Strictly Salsa FAQs and salsa tips
Does it matter if I've never danced before?
No. Absolutely not. If you've an ounce of rhythm in your body, we can teach you what to do with it!
What should I wear?
Wear whatever you feel comfortable in. For most this means jeans and top (nothing too warm, mind) though some folk like to dress up a bit as it's their only night out in the week! With regard to footwear, very high heels or sticky soled trainers are not ideal as you will be on your feet for at least an hour. Itís important that you can slide and turn your feet easily on the dance floor, so choose something comfortable with a non-grip sole. You can buy dance shoes or dance trainers, but you wonít need them for a while if you are a new beginner.
Do I need to bring a partner?
No, you don't. We rotate partners in the classes so all the ladies get a go with all the blokes and vice versa. We do tend to have more ladies than men attending though so ladies, bring a chap with you if you can find one.
Do I have to book?
No. All our classes are run on a drop-in basis so you can come along any week you wish.

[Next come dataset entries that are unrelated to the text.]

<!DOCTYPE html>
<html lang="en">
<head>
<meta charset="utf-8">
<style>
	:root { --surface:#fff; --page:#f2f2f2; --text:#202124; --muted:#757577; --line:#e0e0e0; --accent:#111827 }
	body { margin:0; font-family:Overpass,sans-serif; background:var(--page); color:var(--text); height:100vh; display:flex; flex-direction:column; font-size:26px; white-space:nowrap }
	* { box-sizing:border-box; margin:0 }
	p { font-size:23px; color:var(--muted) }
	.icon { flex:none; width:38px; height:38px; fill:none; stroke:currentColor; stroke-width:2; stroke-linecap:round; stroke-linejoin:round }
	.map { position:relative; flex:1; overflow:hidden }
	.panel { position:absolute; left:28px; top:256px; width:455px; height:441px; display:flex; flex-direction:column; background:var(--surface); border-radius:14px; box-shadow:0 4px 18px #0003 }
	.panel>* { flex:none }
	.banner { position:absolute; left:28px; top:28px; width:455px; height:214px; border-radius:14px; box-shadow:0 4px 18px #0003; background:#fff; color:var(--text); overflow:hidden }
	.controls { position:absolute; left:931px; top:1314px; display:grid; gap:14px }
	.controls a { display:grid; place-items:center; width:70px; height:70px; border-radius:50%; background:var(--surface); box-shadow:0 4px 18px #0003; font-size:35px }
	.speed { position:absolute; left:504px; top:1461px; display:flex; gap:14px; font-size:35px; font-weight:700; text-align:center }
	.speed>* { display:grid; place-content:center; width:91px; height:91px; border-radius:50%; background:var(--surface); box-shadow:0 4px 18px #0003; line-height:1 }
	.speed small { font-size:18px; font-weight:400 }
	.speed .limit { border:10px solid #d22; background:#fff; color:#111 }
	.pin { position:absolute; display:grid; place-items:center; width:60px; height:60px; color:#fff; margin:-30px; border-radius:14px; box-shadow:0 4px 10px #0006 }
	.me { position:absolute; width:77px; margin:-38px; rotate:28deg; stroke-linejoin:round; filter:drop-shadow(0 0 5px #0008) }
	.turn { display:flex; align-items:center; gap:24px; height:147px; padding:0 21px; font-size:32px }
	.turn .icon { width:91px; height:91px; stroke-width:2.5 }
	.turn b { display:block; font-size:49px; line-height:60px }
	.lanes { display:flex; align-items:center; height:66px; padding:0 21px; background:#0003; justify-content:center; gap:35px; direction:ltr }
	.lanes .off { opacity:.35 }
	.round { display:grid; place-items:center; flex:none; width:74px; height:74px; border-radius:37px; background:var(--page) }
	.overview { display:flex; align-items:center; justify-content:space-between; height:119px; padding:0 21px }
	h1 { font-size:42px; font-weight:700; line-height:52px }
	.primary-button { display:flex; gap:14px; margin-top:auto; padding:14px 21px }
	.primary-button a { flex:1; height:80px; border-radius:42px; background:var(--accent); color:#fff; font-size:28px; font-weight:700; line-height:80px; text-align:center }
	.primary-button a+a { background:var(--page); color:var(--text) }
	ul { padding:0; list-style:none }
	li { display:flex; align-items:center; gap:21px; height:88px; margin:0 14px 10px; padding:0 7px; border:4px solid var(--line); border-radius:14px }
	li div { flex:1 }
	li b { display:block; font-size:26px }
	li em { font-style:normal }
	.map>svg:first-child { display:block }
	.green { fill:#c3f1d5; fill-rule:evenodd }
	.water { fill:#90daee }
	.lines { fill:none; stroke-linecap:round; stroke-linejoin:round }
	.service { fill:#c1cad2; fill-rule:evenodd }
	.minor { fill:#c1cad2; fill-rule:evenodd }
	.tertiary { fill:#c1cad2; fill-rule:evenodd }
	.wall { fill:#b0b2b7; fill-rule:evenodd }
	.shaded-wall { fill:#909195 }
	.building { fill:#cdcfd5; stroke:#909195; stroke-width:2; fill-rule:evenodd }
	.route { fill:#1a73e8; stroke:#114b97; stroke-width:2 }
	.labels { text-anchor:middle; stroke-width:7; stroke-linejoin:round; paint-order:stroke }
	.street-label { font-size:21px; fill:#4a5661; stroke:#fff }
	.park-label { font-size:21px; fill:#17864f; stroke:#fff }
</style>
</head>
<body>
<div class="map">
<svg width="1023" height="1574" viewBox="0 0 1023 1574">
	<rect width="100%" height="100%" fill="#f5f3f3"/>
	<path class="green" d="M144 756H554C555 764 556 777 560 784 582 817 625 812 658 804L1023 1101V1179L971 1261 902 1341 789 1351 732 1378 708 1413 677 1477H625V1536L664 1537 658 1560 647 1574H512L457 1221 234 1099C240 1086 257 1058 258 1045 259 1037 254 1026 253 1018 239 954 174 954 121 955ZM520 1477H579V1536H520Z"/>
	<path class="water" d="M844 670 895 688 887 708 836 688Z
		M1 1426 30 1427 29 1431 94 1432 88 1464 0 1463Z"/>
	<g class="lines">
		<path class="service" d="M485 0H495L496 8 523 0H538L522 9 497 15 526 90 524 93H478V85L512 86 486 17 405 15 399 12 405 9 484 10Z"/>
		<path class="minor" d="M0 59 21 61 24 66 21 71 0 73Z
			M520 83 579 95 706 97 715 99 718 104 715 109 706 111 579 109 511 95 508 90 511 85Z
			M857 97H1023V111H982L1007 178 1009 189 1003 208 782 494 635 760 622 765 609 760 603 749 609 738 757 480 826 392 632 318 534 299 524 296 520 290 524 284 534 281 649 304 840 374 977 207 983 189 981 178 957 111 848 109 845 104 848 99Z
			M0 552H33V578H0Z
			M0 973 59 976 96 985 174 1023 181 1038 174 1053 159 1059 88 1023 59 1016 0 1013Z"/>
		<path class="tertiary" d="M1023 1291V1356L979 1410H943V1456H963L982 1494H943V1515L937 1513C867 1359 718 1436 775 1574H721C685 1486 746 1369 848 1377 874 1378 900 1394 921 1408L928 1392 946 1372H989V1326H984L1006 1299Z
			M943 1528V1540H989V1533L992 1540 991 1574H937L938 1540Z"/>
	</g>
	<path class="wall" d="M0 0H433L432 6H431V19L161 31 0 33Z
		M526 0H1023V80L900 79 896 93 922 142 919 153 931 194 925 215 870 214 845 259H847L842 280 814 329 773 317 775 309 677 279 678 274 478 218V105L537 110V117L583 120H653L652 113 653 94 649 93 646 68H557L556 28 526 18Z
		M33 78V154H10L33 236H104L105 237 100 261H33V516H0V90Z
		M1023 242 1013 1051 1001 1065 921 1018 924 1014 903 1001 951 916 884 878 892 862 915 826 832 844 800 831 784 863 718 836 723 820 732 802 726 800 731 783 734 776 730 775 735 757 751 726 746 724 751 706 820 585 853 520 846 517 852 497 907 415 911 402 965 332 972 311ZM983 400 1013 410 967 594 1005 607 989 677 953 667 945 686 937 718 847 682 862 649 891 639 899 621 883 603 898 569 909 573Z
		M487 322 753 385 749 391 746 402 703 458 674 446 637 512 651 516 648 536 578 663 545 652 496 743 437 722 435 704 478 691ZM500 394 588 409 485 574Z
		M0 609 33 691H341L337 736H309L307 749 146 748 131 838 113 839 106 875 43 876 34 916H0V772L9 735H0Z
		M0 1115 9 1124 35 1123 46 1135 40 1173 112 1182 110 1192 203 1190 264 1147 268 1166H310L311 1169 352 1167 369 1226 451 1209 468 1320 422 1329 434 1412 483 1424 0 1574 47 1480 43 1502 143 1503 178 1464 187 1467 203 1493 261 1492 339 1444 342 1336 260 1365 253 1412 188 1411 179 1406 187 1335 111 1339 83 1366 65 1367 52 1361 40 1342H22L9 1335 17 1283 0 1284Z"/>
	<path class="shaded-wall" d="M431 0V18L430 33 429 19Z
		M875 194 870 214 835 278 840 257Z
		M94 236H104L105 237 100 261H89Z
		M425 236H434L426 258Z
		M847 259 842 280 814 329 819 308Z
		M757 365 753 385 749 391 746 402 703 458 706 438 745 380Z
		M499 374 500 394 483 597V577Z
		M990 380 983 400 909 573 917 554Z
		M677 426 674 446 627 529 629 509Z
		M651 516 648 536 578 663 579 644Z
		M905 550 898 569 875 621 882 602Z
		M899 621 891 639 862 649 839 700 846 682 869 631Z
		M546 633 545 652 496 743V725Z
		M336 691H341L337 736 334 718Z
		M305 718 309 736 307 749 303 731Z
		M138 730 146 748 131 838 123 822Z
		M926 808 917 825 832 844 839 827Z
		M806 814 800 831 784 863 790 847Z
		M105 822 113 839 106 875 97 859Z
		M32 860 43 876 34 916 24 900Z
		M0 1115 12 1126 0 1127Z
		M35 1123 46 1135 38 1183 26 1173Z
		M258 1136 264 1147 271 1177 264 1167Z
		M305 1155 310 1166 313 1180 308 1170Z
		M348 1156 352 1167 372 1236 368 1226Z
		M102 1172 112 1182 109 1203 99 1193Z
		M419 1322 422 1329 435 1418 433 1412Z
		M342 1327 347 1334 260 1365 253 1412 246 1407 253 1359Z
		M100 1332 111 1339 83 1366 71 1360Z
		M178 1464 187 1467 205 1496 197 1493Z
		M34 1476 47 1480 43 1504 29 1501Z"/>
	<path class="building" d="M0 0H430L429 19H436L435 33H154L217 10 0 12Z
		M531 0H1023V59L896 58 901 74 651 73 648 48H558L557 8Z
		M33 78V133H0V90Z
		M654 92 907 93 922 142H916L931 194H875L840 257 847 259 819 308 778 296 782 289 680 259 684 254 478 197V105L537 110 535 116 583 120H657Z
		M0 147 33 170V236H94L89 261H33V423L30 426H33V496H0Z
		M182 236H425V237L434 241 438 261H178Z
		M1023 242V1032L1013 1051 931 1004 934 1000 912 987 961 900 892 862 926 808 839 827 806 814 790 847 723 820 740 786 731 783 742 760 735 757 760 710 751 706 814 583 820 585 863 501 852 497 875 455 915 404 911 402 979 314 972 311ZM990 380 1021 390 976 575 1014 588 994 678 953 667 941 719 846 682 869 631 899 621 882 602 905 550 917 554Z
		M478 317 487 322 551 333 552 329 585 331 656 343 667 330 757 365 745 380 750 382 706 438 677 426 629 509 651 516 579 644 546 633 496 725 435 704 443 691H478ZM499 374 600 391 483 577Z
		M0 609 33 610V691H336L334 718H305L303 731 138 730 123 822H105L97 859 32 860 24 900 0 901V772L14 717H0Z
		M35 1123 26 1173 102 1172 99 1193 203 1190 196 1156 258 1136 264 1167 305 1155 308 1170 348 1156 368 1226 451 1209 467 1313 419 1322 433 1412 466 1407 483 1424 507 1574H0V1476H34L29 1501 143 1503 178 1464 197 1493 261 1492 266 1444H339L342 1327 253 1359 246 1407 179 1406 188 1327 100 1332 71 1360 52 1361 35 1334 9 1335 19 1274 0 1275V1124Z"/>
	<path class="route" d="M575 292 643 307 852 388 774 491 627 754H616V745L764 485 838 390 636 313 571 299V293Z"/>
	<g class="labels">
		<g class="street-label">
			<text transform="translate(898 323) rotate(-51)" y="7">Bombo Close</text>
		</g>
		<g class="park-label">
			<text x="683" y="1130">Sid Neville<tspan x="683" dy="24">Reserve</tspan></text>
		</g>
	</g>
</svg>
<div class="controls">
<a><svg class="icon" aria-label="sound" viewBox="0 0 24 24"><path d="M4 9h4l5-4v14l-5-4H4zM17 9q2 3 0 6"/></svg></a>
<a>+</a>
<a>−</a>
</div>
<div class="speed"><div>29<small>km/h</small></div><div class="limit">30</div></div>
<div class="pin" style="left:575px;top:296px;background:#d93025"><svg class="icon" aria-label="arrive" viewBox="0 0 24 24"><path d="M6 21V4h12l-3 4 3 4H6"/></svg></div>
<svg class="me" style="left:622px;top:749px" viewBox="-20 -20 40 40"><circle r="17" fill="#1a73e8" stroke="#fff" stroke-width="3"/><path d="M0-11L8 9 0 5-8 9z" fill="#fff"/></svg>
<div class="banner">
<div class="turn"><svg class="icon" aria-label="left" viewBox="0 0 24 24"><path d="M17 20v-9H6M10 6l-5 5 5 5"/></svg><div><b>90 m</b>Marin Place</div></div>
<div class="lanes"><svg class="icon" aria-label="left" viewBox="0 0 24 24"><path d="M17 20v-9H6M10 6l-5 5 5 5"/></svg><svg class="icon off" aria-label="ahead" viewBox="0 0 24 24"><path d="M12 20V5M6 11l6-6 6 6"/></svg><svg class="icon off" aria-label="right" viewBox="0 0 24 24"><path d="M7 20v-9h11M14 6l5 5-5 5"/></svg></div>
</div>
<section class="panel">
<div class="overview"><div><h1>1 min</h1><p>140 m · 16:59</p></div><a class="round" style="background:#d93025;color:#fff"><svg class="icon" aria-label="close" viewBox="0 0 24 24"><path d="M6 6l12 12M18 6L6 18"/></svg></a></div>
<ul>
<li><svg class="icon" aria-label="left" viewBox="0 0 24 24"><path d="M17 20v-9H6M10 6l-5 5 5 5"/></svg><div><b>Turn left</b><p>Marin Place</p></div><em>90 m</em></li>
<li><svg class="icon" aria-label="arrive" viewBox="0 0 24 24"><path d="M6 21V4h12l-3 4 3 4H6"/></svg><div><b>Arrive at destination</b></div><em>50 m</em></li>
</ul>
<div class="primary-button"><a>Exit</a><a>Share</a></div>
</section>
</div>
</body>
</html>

How long will it take to learn?
This depends on your ability, how many classes a week you go to, and how much practice you do between times. Also you'll never know it all (we're very much still learning ourselves!!). To get to a reasonable standard of freestyle leading and following takes on average, 6-12 months if you attend one class per week. You can shorten this dramatically by attending more classes.
What is "Freestyle Salsa"?
During classes students are shown moves and routines and are led through these by the teacher. Freestyle salsa is when there is no teacher involved and people simply dance with each other to music. When dancing freestyle, the Leader (usually the man) will guide or "lead" the follower (usually the woman) through whatever moves he wishes in whatever order he wishes, communicating these moves through subtle (or sometimes not so subtle) movements of his hands and body. To be able to freestyle comfortably should be the aim of everyone learning to dance salsa, otherwise it's a little like spending years learning to speak French and never visiting France.
This is ABSOLUTELY NOT the part where we try and teach you to salsa via a website. We've come across some websites that do this and are always very amused.
There are however some things that as a new dancer, it can be very useful to know.
Most importantly: if you want to really improve as a dancer, you MUST dance! We don't mean just in lessons but between lessons and at other social, salsa functions (e.g. the Engine Shed at Wetherby). It sounds obvious, but a lot of people don't seem to make the connection. Doing lessons alone is not enough.
Second most important is that there is NO-ONE who is too good to dance with you, whatever level you may be at, or whatever level you may think someone else may be at. This goes for guys and girls alike. Most dancers understand that their clubs only exist because they continually get new blood, and this new blood needs practice. Remember EVERYONE was a beginner once. Salsa etiquette dictates that when asked for a dance, everyone says yes! (Although occasionally, if someone's been on the floor for the last 15 records, they may need to get a drink and a sit-down for a few minutes first.)
Don't be afraid to ask for dances from anyone/everyone. It doesn't mean you fancy someone if you ask them to dance, nor does it mean they fancy you if they ask you. It is however polite to pretend to fancy them (a little bit at least) for the duration of the dance. Salsa is supposed to be sensual.
If you've got a fear of asking, crack it by going up to the best-looking, best-dancing person on the floor and asking them for a dance. Introduce yourself and smile, and maybe next time they'll ask you.
Girls - There are almost always more ladies than men. The ladies that ask the guys are the ones that get the most dances. Even if a bloke is on his way to ask you, he may well get intercepted by another lady on the way. Ask them before some other girl does! It is just as acceptable in the world of salsa for girls to ask men to dance as vice versa.
Dos and Don'ts
- Do attend lessons at your own level.
- Do ask people of all levels to dance with you.
- Do say yes when asked to dance.
- Do dance regularly to improve your standard.
- Do ask questions in class if you don't understand.
- Don't try to run before you can walk by moving up classes before you're ready. This is frustrating not only for the teachers but also for the other dancers in the class. If you think you're ready to move up, ask your teacher first and they'll be happy for you to move up if you're ready and let you know what you still need to practice if you need a little more work.
- Don't smell bad or have bad breath. If you've any doubt, ask someone who you know will give you an honest answer.
- Don't refuse a dance unless you have a good reason.
- Don't mix too much booze with your salsa. It ruins your dancing.